▶ Your goal: Your answer should consist of each line from the data below that contains "dead".

*** Block opens ***

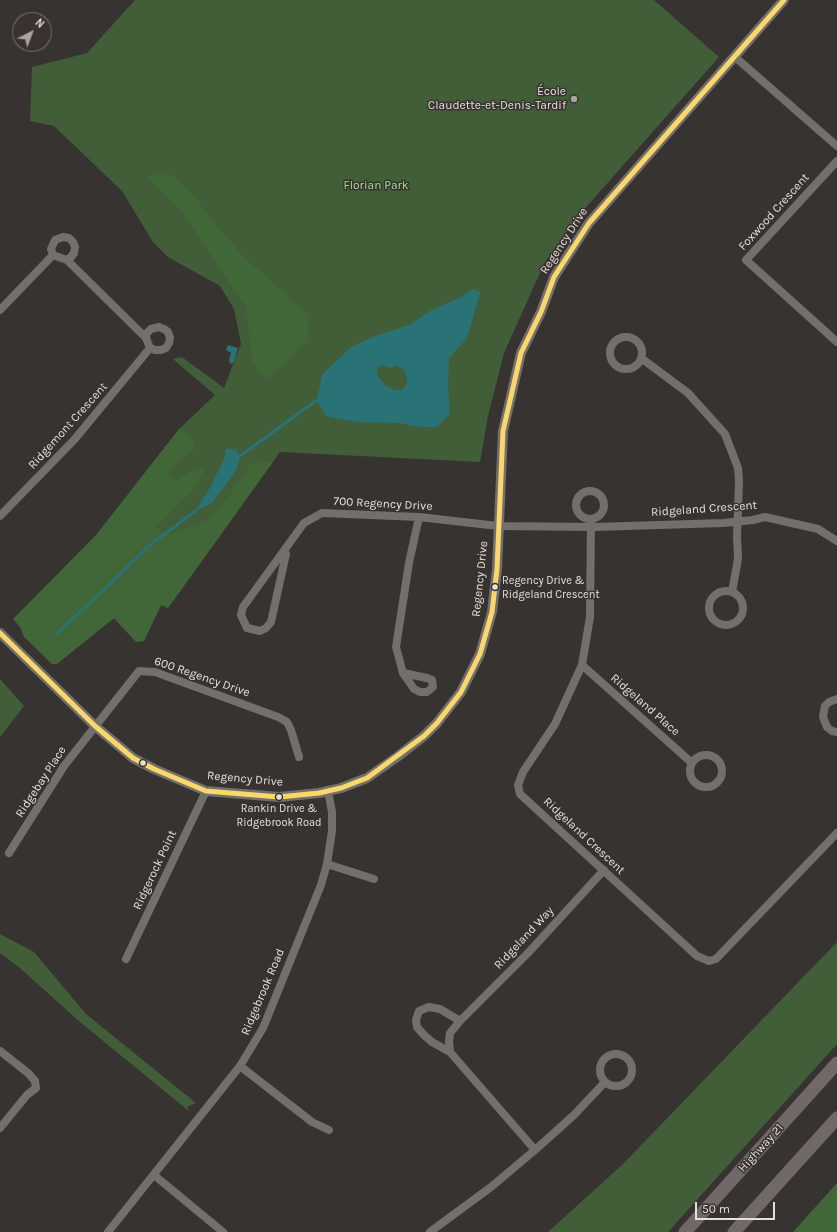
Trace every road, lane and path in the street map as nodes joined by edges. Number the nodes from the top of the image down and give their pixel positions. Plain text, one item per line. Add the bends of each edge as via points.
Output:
1 (784, 0) edge
2 (734, 57) junction
3 (837, 146) edge
4 (837, 160) edge
5 (53, 255) junction
6 (67, 260) junction
7 (0, 310) edge
8 (146, 338) junction
9 (837, 342) edge
10 (150, 348) junction
11 (642, 358) dead end
12 (0, 516) edge
13 (419, 517) junction
14 (737, 521) junction
15 (591, 523) junction
16 (498, 526) junction
17 (837, 541) edge
18 (284, 551) junction
19 (732, 592) junction
20 (0, 633) edge
21 (582, 665) junction
22 (403, 673) dead end
23 (837, 699) edge
24 (95, 726) junction
25 (837, 732) edge
26 (299, 757) dead end
27 (692, 762) junction
28 (206, 791) junction
29 (328, 791) junction
30 (837, 833) edge
31 (9, 853) dead end
32 (327, 864) junction
33 (604, 870) junction
34 (374, 879) dead end
35 (126, 959) dead end
36 (460, 1020) junction
37 (0, 1051) edge
38 (450, 1052) junction
39 (837, 1063) edge
40 (240, 1066) junction
41 (604, 1082) junction
42 (837, 1118) edge
43 (0, 1128) edge
44 (329, 1130) dead end
45 (535, 1150) junction
46 (154, 1175) junction
47 (108, 1232) edge
48 (223, 1232) edge
49 (430, 1232) edge
50 (685, 1232) edge
51 (734, 1232) edge

1 - 2 street, Regency Drive
2 - 3 street
2 - 16 street, Regency Drive via 590,223 554,276 541,312 521,353 503,431
4 - 9 street, Foxwood Crescent via 746,260
5 - 6 street
5 - 6 street via 51,249 55,240 69,238 75,247 74,253
5 - 7 street
6 - 8 street
8 - 10 street
8 - 10 street via 150,329 155,327 164,328 168,332 170,338 166,348
10 - 12 street, Ridgemont Crescent via 74,440
11 - 14 street via 688,393 725,434 738,468
13 - 16 street, 700 Regency Drive
13 - 18 street, 700 Regency Drive via 322,513 304,523
13 - 22 street via 396,647
14 - 15 street, Ridgeland Crescent
14 - 17 street, Ridgeland Crescent via 765,517 818,529
14 - 19 street via 738,559
15 - 16 street, Ridgeland Crescent
15 - 21 street, Ridgeland Crescent via 590,617
16 - 29 street, Regency Drive via 492,612 480,654 461,692 437,723 397,757 367,778
18 - 18 street via 243,607 241,615 247,628 260,631 271,622 286,554
19 - 19 street via 718,593 711,599 710,613 720,624 734,623 743,612 742,602
20 - 24 street, Regency Drive
21 - 27 street, Ridgeland Place
21 - 33 street, Ridgeland Crescent via 555,724 523,772 518,785 520,794
23 - 25 street via 825,706 823,717 827,727
24 - 26 street, 600 Regency Drive via 139,671 155,672 287,722
24 - 28 street, Regency Drive via 132,758
24 - 31 street, Ridgebay Place via 64,766
27 - 27 street via 701,756 712,756 720,763 720,779 708,787 698,785 690,772
28 - 29 street, Regency Drive via 279,797
28 - 35 street, Ridgerock Point
29 - 32 street, Ridgebrook Road via 332,831
30 - 33 street, Ridgeland Crescent via 716,959 709,960 698,956
32 - 34 street
32 - 40 street, Ridgebrook Road via 321,885 263,1028
33 - 36 street, Ridgeland Way via 529,952
36 - 38 street, Ridgeland Way via 450,1033
36 - 38 street via 440,1009 429,1007 419,1011 416,1020 417,1028 424,1035
37 - 43 street via 28,1073 35,1081 36,1088 27,1094
38 - 45 street
39 - 50 main road, Highway 21
40 - 44 street via 312,1122
40 - 46 street, Ridgebrook Road
41 - 41 street via 609,1086 620,1087 629,1081 633,1070 625,1056 614,1054 601,1062 600,1073
41 - 45 street via 574,1115
42 - 51 main road
45 - 49 street via 491,1187
46 - 47 street, Ridgebrook Road
46 - 48 street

*** Block closes ***

▶ Response area:
11 (642, 358) dead end
22 (403, 673) dead end
26 (299, 757) dead end
31 (9, 853) dead end
34 (374, 879) dead end
35 (126, 959) dead end
44 (329, 1130) dead end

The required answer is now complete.